- Data for processing -

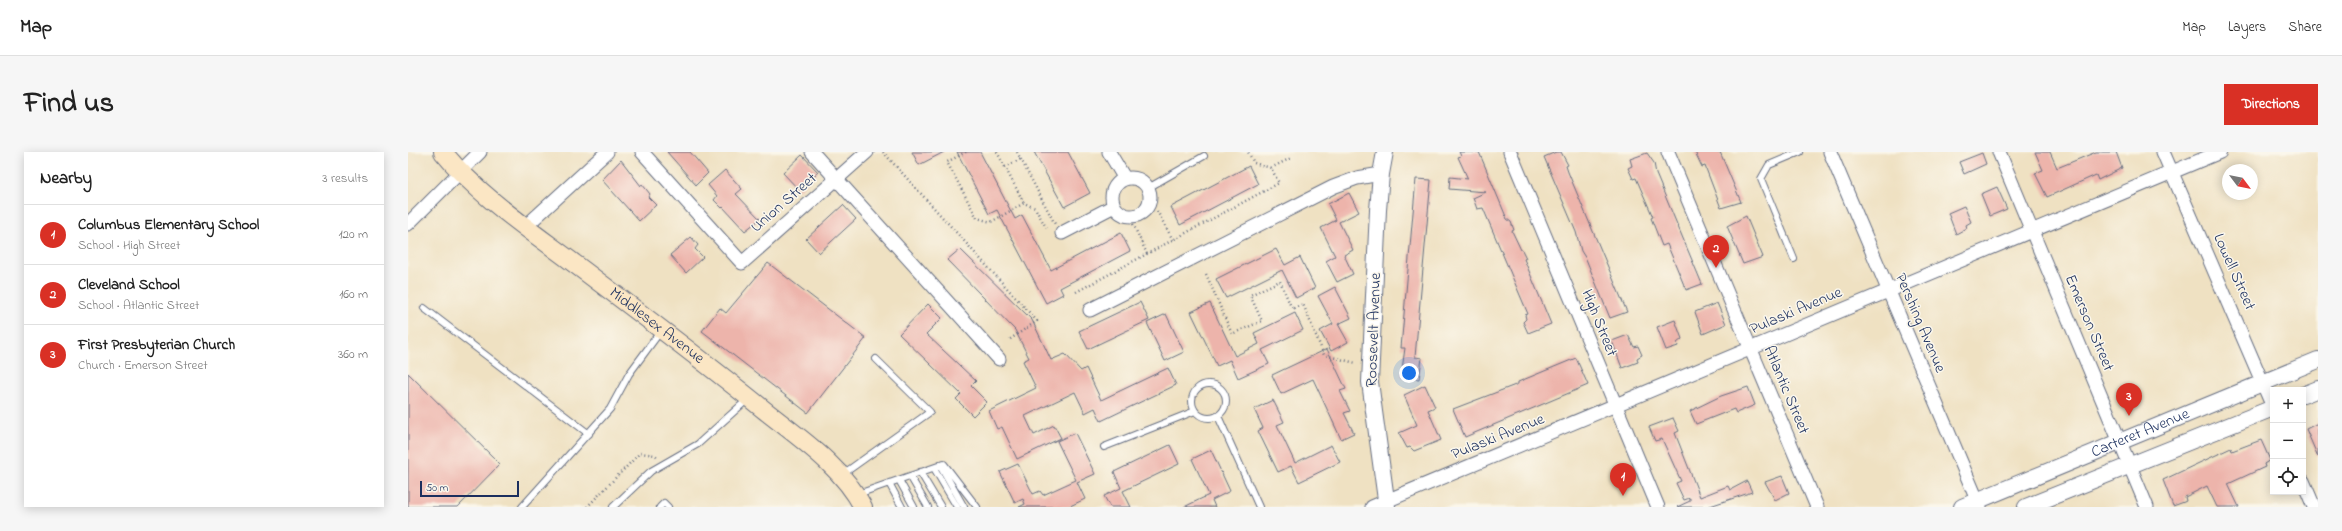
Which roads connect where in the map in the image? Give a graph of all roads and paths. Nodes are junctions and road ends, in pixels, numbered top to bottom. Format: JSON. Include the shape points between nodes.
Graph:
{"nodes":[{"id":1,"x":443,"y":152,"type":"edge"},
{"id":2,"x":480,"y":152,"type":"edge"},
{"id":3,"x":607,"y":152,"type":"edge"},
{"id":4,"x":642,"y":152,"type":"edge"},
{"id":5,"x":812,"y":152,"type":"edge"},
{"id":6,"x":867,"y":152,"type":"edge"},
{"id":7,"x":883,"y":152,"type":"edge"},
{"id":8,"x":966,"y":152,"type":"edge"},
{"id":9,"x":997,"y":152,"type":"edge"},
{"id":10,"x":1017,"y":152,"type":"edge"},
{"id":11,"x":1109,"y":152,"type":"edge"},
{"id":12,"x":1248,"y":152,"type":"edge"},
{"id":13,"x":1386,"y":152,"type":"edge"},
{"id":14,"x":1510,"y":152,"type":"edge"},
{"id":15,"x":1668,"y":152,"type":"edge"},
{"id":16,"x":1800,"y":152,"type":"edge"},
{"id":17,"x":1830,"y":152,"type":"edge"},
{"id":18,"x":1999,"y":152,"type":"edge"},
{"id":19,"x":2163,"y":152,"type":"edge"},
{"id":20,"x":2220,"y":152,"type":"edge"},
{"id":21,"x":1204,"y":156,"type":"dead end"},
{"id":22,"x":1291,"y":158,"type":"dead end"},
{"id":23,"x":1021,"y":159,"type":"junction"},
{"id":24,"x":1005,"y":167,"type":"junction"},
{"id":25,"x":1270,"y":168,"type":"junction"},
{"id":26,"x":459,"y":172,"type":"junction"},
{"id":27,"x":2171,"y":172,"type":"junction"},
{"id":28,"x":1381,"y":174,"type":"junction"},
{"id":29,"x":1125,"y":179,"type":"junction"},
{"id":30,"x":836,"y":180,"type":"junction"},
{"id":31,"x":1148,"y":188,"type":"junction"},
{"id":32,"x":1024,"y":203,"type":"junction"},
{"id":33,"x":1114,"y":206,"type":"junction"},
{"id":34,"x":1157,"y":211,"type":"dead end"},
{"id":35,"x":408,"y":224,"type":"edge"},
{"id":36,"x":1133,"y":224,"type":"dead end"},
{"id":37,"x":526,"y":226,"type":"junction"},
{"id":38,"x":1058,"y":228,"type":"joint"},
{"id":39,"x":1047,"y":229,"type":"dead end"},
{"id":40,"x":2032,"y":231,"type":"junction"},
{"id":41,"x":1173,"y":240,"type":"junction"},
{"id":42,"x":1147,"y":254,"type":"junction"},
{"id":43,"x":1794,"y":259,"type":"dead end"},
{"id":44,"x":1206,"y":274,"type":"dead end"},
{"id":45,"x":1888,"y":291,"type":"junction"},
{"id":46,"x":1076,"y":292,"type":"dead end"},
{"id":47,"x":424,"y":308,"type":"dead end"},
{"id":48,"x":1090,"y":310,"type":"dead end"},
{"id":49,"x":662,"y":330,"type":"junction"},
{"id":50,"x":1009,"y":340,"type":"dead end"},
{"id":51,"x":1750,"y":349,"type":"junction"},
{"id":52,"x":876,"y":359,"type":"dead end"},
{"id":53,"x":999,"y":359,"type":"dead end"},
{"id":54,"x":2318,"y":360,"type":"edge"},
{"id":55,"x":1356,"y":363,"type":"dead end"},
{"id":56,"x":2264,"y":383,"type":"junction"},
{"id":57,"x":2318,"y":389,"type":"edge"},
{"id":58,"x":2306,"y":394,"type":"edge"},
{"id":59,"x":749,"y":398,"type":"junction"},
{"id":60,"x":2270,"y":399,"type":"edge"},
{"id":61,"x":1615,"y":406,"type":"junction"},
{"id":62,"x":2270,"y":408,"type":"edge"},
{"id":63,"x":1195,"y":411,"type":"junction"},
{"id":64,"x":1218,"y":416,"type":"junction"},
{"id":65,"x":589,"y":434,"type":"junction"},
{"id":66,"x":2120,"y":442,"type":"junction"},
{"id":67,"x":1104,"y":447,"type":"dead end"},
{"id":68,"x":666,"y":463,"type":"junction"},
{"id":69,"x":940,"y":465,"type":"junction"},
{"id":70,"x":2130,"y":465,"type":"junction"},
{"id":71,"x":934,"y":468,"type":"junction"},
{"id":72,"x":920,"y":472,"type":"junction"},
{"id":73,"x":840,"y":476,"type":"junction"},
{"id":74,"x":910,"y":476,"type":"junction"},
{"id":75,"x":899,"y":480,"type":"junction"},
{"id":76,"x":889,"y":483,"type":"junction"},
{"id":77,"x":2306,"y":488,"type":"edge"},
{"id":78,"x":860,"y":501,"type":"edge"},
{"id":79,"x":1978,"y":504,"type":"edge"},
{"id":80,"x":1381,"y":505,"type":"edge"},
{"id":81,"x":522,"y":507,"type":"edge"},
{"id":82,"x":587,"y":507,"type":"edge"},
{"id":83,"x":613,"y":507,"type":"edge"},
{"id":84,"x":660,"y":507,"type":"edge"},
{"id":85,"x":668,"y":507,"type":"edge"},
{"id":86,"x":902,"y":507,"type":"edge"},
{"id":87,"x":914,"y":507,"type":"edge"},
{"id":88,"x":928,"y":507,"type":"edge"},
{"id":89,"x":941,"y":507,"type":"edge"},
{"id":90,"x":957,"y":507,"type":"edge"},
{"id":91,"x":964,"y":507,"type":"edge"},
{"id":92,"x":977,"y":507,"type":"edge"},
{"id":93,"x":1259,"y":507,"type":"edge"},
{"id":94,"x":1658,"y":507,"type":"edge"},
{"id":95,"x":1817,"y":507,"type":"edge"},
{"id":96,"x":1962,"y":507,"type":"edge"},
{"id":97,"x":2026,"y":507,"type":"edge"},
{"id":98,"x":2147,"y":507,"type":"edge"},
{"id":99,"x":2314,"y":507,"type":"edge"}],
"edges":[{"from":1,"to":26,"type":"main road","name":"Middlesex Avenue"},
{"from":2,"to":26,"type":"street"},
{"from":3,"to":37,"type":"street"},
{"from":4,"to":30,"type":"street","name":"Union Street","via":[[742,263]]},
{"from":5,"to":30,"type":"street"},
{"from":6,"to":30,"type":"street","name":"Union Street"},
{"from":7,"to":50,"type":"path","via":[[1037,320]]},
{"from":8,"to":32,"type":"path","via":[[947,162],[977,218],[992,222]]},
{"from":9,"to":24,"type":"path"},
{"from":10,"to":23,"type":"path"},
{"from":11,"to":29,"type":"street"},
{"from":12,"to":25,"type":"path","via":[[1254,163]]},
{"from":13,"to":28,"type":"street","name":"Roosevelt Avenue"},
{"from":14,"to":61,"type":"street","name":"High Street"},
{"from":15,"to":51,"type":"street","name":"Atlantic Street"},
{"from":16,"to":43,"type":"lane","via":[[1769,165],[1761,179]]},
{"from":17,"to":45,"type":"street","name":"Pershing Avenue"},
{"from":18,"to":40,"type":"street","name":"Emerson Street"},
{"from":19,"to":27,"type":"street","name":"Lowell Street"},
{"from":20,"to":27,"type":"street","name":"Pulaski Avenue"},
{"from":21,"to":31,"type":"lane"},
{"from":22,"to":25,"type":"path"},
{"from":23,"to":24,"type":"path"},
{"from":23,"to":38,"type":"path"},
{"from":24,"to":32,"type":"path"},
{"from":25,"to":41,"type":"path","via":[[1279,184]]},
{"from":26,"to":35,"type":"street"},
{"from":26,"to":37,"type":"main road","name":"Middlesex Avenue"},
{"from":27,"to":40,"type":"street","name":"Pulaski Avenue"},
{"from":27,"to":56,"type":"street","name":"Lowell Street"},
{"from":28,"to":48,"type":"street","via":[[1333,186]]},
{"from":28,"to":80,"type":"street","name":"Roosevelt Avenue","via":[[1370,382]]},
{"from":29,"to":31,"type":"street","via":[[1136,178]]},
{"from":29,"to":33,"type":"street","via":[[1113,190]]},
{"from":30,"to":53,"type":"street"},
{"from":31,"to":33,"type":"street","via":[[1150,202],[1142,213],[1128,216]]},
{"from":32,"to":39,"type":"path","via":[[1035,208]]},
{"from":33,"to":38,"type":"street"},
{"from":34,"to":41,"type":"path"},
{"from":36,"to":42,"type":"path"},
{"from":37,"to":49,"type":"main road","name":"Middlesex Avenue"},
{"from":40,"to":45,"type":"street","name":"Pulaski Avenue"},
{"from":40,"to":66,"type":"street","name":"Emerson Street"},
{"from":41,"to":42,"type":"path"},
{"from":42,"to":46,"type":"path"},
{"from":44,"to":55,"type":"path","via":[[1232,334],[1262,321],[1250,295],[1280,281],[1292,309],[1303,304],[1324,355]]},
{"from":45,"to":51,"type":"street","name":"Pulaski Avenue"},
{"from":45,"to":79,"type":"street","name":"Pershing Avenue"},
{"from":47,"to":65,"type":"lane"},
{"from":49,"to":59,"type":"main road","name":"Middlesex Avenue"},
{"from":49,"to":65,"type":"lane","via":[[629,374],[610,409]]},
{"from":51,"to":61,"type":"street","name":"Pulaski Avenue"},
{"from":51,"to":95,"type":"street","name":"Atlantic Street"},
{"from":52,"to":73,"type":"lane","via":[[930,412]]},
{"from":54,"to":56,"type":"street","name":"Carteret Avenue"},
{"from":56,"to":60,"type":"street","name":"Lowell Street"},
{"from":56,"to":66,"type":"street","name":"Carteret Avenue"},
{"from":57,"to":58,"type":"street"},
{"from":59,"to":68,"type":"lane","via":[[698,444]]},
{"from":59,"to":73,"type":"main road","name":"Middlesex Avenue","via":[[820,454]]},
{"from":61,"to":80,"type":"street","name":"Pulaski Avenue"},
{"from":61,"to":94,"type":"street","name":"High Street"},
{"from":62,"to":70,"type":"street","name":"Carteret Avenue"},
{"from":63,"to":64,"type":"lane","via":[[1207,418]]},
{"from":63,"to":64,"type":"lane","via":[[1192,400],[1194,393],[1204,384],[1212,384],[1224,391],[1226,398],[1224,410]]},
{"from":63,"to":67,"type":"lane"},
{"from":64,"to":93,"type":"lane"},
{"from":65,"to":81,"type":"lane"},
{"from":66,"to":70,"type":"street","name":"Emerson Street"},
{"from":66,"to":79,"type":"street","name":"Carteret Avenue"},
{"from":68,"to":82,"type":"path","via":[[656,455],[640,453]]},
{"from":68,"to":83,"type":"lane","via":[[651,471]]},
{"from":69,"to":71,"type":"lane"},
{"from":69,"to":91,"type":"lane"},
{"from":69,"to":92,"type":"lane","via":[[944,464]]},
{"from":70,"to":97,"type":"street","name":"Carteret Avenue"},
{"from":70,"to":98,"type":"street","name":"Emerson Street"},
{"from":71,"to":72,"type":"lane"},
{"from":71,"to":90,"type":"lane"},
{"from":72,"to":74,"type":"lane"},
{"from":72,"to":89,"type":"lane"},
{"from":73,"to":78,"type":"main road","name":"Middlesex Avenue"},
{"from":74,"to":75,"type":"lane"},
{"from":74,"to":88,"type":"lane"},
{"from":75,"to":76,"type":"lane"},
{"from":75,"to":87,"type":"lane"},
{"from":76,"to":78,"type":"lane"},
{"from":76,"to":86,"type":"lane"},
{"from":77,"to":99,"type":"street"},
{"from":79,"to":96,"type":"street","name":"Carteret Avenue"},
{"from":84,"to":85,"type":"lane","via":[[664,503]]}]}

- Problem to work on -
In the listing above, find the lines holding the word "Lowell" and copy them.

- Exercise response -
{"from":19,"to":27,"type":"street","name":"Lowell Street"},
{"from":27,"to":56,"type":"street","name":"Lowell Street"},
{"from":56,"to":60,"type":"street","name":"Lowell Street"},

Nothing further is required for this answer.